Many current gene therapy protocols require genetic modification of autologous cells. An alternate approach is to use universal recombinant cell lines engineered to secrete in vivo the desired gene products. Enclosing these cells within immunoprotective devices before implantation would prevent rejection of the nonautologous donor cells. To overcome the limitation that not all therapeutic gene products are secreted, we now propose to fuse a signal sequence to the amino terminus of a nonsecreted protein such as human adenosine deaminase (ADA), thus directing the product into a secretory pathway for release from the cells. A fusion gene constructed between the cDNA of the beta-lactamase signal sequence and human ADA expressed a product after in vitro transcription and translation that was immunologically similar to the human protein. Mouse fibroblasts transfected with the fusion gene demonstrated secreted ADA activity that resembled the human cytosolic enzyme in its heat stability, pH optimum, KM, electrophoretic mobility, and immunologic reactivity. Hence, the secreted enzyme expressed from the fusion gene is antigenically and enzymatically similar to the authentic human form. When transfected mouse fibroblasts or myoblasts were enclosed in permselective alginate-poly-L-lysine alginate microcapsules, ADA activity was secreted from the microcapsules and the cells remained viable for over 5 months. Hence, a secretable and functional human ADA has been constructed that can be delivered from recombinant cells within immunoprotective capsules. The success of this strategy provides the prototype for engineering nonsecreted gene products for therapy via this novel method of somatic gene therapy.
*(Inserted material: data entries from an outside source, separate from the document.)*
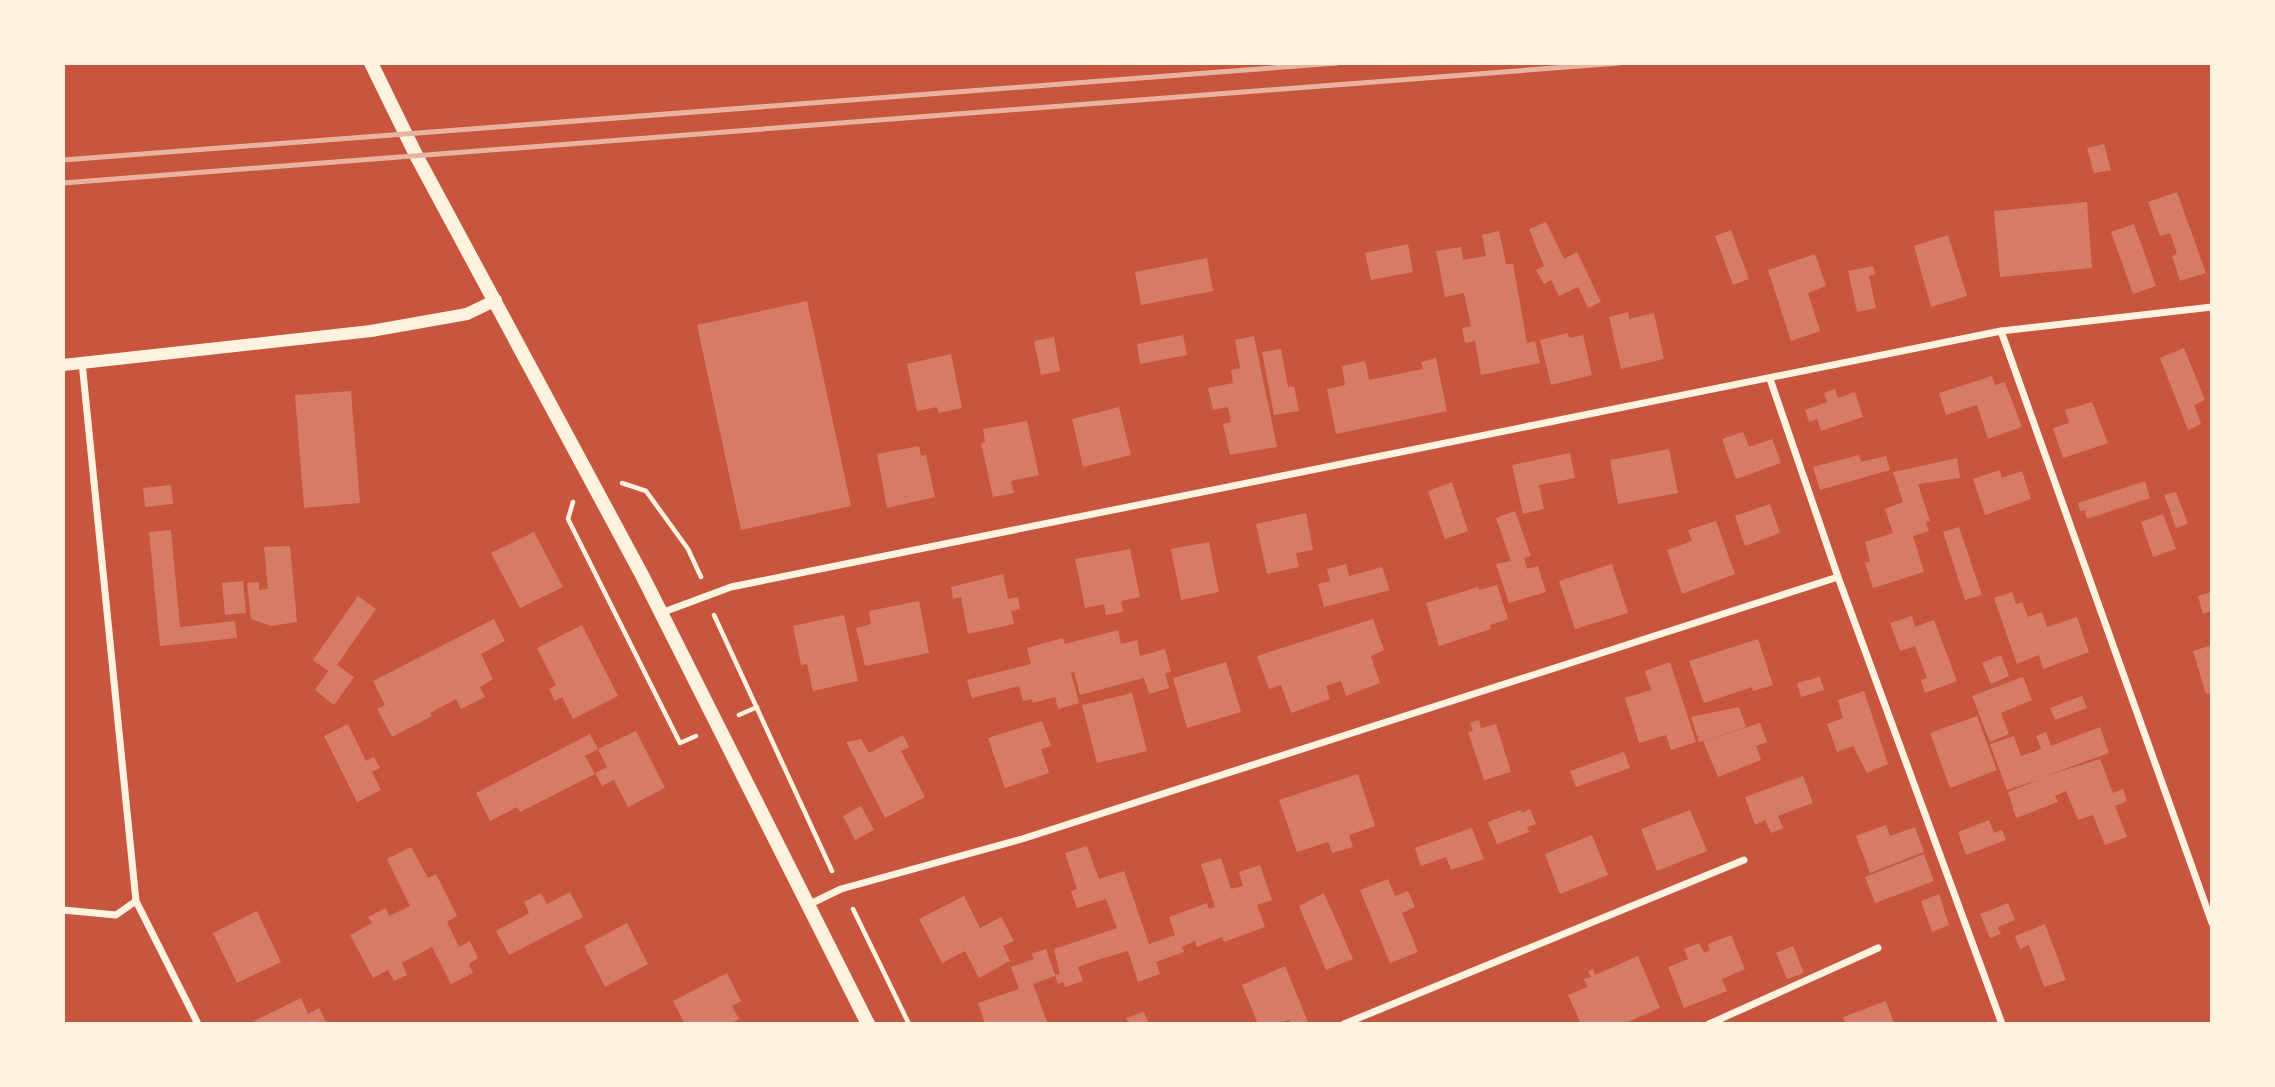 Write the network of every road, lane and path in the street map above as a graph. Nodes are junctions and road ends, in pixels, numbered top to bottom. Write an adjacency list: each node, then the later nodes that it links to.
1 (371, 63): 2 (main road)
2 (496, 300): 5 (street); 12 (main road)
3 (2212, 307): 4 (street)
4 (2001, 331): 7 (street); 23 (street)
5 (82, 362): 6 (street); 19 (street)
6 (63, 365)
7 (1770, 379): 11 (street); 12 (street)
8 (646, 491): 10 (path)
9 (568, 519): 16 (path)
10 (702, 578)
11 (1838, 578): 20 (street); 30 (street)
12 (661, 614): 20 (main road)
13 (715, 618): 14 (path)
14 (757, 707): 15 (path); 18 (path)
15 (742, 714)
16 (688, 740)
17 (1744, 860): 28 (street)
18 (832, 871)
19 (136, 901): 22 (street); 25 (street)
20 (807, 905): 26 (main road)
21 (853, 909): 27 (path)
22 (63, 910)
23 (2212, 923)
24 (1878, 948): 29 (street)
25 (198, 1024)
26 (868, 1024)
27 (909, 1024)
28 (1344, 1024)
29 (1709, 1024)
30 (2002, 1024)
The in vivo delivery of heterologous proteins by microencapsulated recombinant cells.

The microencapsulation of recombinant cells is a novel and potentially cost-effective method of heterologous protein delivery. A 'universal' cell line, genetically modified to secrete any desired protein, is immunologically protected from tissue rejection by enclosure in microcapsules. The microcapsule can then be implanted in different recipients to deliver recombinant proteins in vivo.

Encapsulation of various recombinant mammalian cell types in different alginate microcapsules.

Microencapsulation of recombinant "universal" cells with immunoprotective membranes is an alternate approach to somatic gene therapy. Therapeutic gene products secreted by these cells can be delivered to different patients without immunosuppression or genetic modification of the host's cells. The encapsulation of different mammalian cell types (epithelial cells, fibroblasts, and myoblasts) is compared among three alginate-based microcapsules: (1) calcium-linked alginate microcapsules with a solubilized core and a poly-L-lysine-alginate-laminated surface; (2) barium-linked alginate beads with a gelled core; and (3) a hybrid formulation of barium-linked alginate beads with a poly-L-lysine-alginate-laminated surface. The mechanical stability of the different microcapsule types, as measured with a cone-and-plate shearing apparatus, was superior in the two barium-linked alginate beads. All cell types maintained high viability (65-90%) in culture after encapsulation. The recombinant gene products secreted by these cells (human growth hormone MW = 22,000, human factor IX MW = 57,000, and murine beta-glucuronidase MW = 300,000) were able to traverse the three microcapsule types at similar rates. Cell numbers within the microcapsules increased twofold to > 20-fold over 4 weeks, depending on the cell type. Epithelial and myoblast cell numbers were not affected by microcapsule formulation; however, fibroblasts proliferated the most in the calcium-linked alginate spheres. These results show that for culturing fibroblasts in a mechanically stable environment the classical calcium-linked microcapsules are adequate. However, where mechanical stability is a more critical requirement, the solid barium-linked gelled beads are more appropriate choices.